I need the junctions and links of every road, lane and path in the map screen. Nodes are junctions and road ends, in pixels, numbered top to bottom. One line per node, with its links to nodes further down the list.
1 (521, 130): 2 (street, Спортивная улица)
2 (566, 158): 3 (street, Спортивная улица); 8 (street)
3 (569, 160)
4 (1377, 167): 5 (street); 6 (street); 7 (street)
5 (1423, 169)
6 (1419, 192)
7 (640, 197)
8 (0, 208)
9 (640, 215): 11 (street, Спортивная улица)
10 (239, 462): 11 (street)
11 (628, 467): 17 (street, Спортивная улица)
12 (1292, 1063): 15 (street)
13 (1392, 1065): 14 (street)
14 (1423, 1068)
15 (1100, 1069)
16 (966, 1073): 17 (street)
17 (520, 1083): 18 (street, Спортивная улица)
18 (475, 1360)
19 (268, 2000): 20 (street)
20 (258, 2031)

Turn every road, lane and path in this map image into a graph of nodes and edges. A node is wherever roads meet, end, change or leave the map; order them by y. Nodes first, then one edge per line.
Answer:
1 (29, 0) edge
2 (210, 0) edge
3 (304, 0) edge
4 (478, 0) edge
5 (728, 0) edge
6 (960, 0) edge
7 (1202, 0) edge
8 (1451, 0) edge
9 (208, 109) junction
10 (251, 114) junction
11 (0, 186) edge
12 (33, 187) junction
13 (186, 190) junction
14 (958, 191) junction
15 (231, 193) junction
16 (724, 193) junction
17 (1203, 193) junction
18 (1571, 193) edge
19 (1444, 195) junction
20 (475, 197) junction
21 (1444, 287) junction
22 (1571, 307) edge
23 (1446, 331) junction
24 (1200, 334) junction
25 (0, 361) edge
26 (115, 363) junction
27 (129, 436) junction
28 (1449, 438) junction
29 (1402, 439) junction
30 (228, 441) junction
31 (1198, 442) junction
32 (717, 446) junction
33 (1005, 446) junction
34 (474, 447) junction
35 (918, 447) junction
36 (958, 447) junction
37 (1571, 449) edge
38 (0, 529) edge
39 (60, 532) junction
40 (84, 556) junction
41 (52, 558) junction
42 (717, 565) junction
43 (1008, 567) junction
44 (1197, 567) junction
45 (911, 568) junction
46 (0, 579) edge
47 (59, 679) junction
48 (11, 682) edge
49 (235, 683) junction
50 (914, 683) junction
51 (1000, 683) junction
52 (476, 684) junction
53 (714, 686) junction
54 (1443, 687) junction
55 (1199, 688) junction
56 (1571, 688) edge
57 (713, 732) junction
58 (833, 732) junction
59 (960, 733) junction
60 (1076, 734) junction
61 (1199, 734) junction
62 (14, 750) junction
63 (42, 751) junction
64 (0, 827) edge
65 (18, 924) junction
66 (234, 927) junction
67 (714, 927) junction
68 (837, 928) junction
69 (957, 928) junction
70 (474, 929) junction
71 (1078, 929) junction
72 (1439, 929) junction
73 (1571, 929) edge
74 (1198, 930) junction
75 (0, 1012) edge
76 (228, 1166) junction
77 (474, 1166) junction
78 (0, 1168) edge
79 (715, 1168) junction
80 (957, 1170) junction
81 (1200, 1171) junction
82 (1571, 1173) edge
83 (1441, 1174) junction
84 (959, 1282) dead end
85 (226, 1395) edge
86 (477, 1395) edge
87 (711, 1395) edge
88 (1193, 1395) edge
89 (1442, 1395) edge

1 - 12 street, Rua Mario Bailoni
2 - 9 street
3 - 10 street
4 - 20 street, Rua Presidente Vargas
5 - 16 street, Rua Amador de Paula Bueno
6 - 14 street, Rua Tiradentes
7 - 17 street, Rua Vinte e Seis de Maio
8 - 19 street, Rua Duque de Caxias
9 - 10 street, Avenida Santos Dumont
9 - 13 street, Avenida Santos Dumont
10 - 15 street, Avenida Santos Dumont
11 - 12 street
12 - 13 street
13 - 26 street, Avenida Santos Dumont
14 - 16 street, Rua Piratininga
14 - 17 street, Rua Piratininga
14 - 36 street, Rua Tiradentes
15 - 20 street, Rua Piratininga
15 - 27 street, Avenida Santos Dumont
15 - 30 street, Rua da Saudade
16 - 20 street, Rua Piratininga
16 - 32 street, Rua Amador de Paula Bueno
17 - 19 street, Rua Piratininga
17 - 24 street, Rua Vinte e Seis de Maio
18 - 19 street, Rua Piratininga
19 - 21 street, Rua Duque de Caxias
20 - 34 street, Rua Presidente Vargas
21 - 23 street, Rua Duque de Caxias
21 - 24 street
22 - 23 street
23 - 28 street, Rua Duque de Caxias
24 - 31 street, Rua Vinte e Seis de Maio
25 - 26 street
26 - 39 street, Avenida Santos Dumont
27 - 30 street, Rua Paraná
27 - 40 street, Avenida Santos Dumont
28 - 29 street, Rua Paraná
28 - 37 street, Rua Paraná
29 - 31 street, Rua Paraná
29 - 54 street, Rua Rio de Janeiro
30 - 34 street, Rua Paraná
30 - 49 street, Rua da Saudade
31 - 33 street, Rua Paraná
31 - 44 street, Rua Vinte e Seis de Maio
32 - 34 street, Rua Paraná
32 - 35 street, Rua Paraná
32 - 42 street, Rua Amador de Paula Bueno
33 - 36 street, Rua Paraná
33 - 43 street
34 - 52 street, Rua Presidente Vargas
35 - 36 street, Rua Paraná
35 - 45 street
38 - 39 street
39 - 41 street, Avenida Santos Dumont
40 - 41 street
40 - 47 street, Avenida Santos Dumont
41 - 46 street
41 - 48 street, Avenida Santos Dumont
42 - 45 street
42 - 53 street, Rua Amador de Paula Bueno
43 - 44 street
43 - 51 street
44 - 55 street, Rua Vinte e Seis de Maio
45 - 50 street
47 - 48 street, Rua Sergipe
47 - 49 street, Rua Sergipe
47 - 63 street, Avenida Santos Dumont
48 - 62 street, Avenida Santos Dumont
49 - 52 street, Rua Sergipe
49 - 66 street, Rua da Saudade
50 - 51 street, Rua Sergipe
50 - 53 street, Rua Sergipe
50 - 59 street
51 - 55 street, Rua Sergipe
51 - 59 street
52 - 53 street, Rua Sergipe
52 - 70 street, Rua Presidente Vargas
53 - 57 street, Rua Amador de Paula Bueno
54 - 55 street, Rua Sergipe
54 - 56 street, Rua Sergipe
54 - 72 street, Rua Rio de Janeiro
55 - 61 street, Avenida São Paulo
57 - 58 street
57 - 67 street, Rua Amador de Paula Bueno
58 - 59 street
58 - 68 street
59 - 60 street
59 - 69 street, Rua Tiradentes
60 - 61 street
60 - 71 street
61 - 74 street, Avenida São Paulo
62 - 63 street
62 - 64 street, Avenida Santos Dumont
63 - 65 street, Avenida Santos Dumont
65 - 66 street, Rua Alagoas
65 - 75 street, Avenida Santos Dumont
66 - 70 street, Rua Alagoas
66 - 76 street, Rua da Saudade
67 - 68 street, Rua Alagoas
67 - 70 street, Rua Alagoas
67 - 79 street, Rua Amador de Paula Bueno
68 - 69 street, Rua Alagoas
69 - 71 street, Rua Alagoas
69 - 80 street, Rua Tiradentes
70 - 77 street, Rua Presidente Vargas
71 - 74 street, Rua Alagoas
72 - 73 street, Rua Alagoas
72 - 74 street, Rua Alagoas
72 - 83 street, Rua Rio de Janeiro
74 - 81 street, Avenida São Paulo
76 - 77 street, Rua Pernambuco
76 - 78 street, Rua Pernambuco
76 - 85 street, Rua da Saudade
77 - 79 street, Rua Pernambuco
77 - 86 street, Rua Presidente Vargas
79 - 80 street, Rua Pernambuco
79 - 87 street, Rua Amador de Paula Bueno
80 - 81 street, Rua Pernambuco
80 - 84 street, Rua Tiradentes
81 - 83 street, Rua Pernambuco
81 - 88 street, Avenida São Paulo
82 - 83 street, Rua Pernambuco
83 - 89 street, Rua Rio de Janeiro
● ● ● ●
▶ Problem description
Find how many lines in the listing above contain the word "Piratininga", then state that number by itself.

▶ Written solution
6